The present invention is directed to a magnetic field sensing device and more specifically to a twisted, ribbon-shaped strip of amorphous magnetic material which is supported in the twisted condition and exhibits an effect similar to a Wiegand effect.
A Wiegand wire is a bistable magnetic device having specific characteristics obtainable by processing a thin ferromagnetic wire to form a central relatively "soft" core portion and an outer relatively "hard" magnetized shell portion with relatively low and high coercivities respectively. Such a bistable ferromagnetic wire is disclosed in the Wiegand U.S. Pat. No. 3,820,090, granted June 25, 1974 and entitled "Bistable Magnetic Device". The magnetized shell portion is operable for magnetizing the core portion in a first direction, the magnetization of the core portion is reversible by application of a separate magnetic field and the shell portion is operable to remagnetize the core portion in a first direction upon removal of the separate magnetic field. As a result of the changing magnetic field, there is a net change in the flux outside of the wire and an appropriately placed pick-up coil will generate a pulse-shaped voltage having a peak value and a narrow width with no relation to the changing rate of the magnetic field.
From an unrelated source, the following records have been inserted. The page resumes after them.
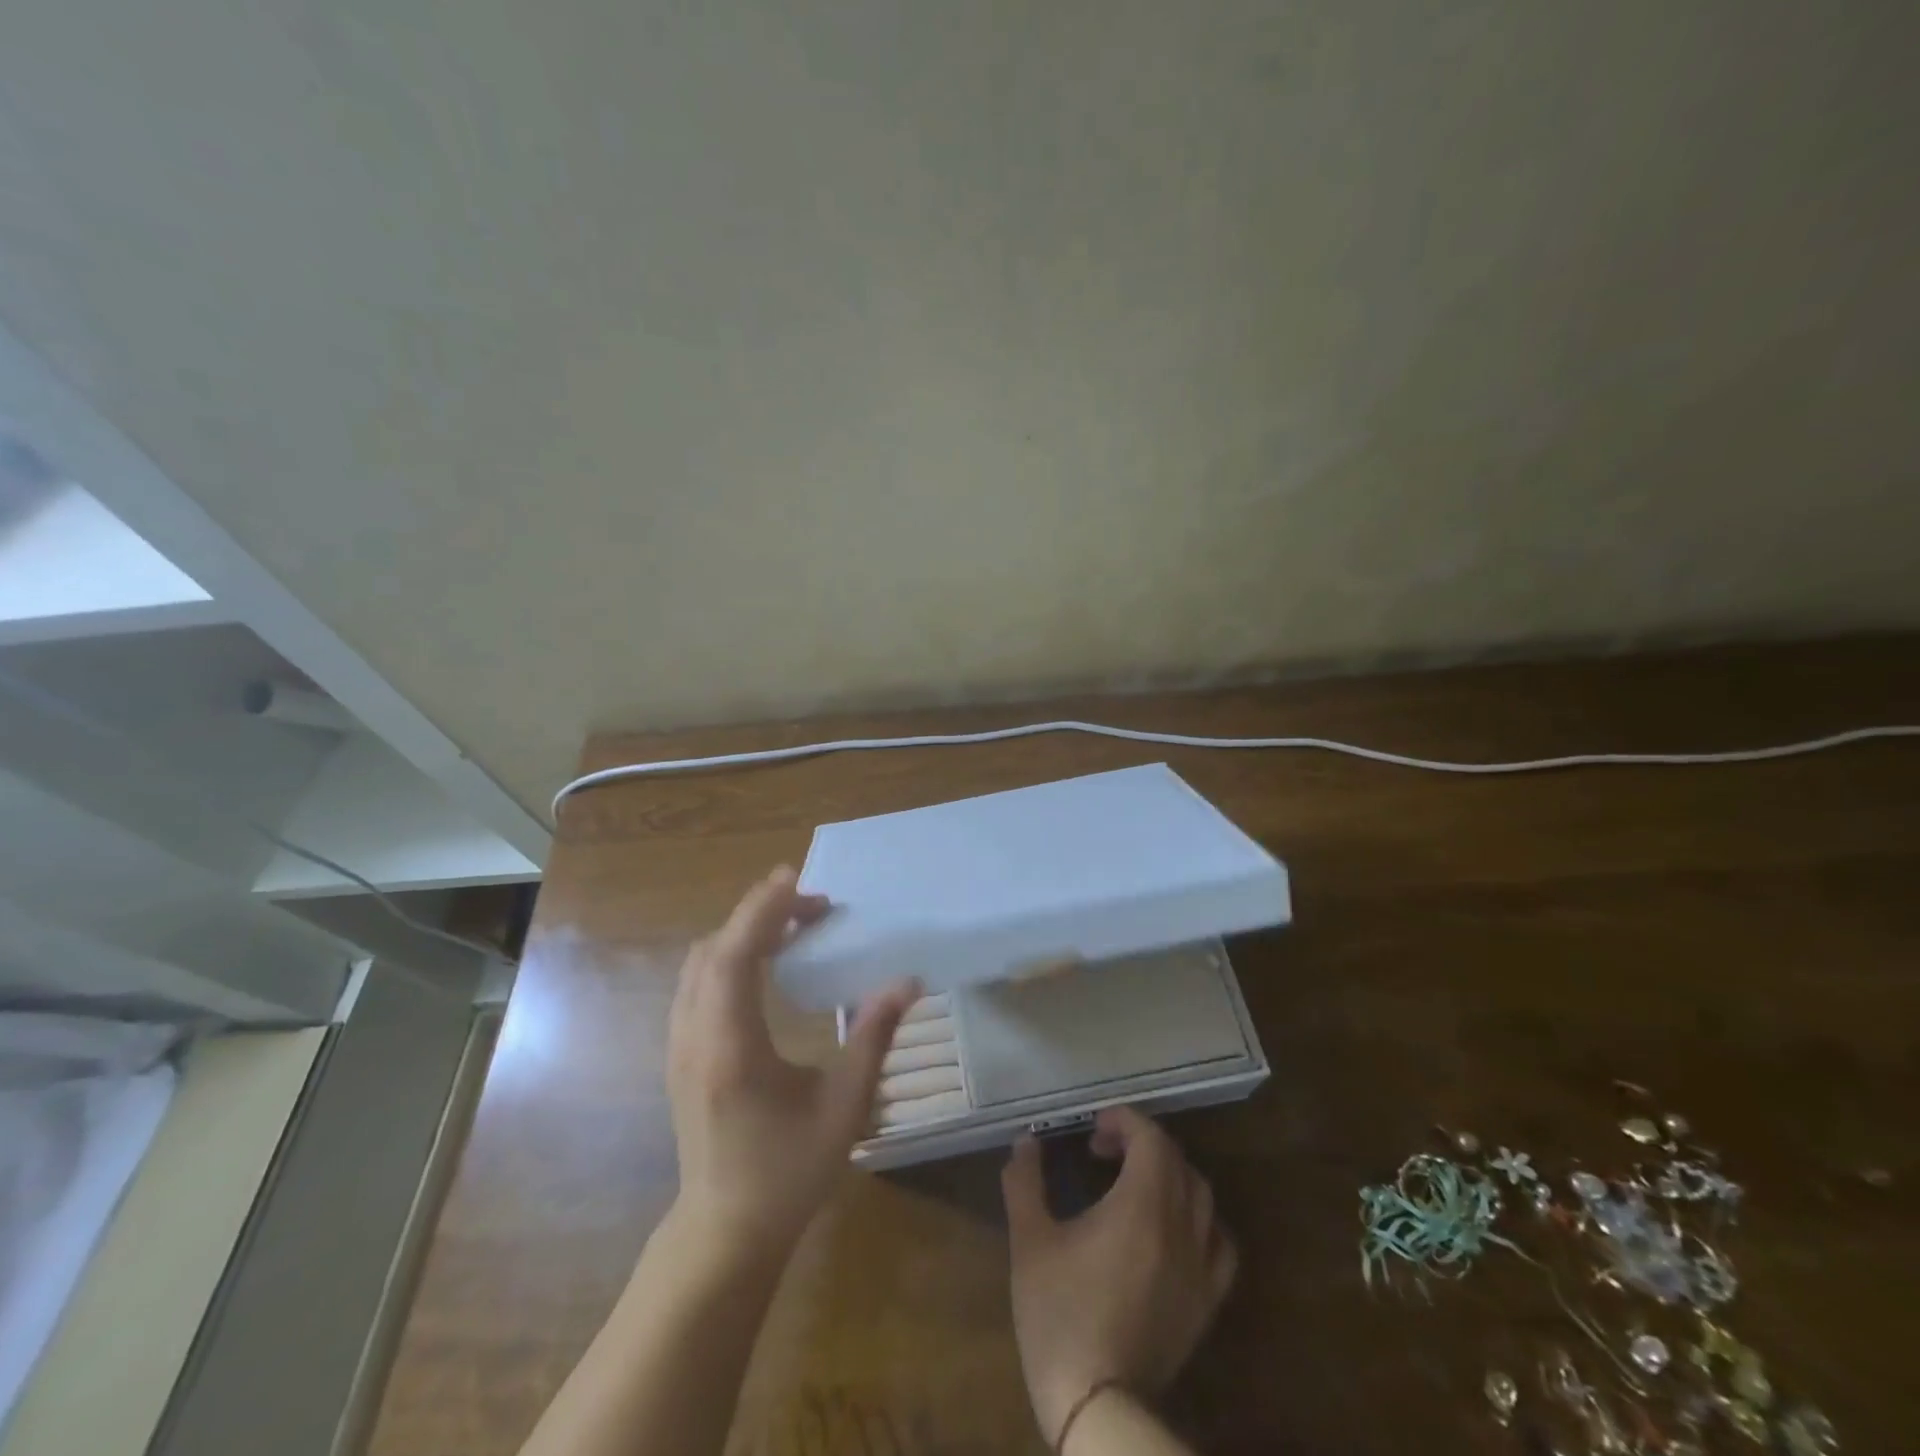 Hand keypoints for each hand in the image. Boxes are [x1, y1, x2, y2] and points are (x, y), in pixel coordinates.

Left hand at [667, 866, 918, 1253]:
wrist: (725, 1232)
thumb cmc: (788, 1173)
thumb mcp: (844, 1107)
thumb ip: (874, 1037)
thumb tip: (907, 982)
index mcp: (731, 1046)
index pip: (734, 955)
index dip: (762, 910)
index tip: (798, 880)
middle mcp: (694, 1037)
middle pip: (713, 950)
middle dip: (760, 914)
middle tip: (813, 904)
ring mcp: (680, 1046)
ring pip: (700, 964)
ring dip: (742, 934)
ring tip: (794, 926)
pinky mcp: (682, 1055)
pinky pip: (698, 984)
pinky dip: (730, 957)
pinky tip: (766, 966)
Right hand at [1001, 1108, 1237, 1445]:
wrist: (1098, 1405)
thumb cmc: (1060, 1316)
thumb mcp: (1029, 1242)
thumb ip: (1025, 1182)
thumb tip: (1025, 1142)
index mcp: (1141, 1207)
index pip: (1150, 1139)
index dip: (1124, 1121)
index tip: (1094, 1129)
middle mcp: (1180, 1228)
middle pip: (1177, 1160)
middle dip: (1142, 1142)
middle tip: (1104, 1150)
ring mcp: (1200, 1267)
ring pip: (1202, 1196)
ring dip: (1171, 1174)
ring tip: (1137, 1182)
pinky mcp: (1208, 1302)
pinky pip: (1220, 1242)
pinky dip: (1201, 1220)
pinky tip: (1174, 1230)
Thus, the Wiegand wire is useful as a magnetic sensor. However, a conventional Wiegand wire is capable of only being able to detect a fairly high external magnetic field.
German Offenlegungsschrift No. 28 06 249 discloses a transmitter for emitting an electrical signal during the magnetic reversal of a ferromagnetic wire within a coil wherein the wire is kept under tensile stress and/or torsional stress.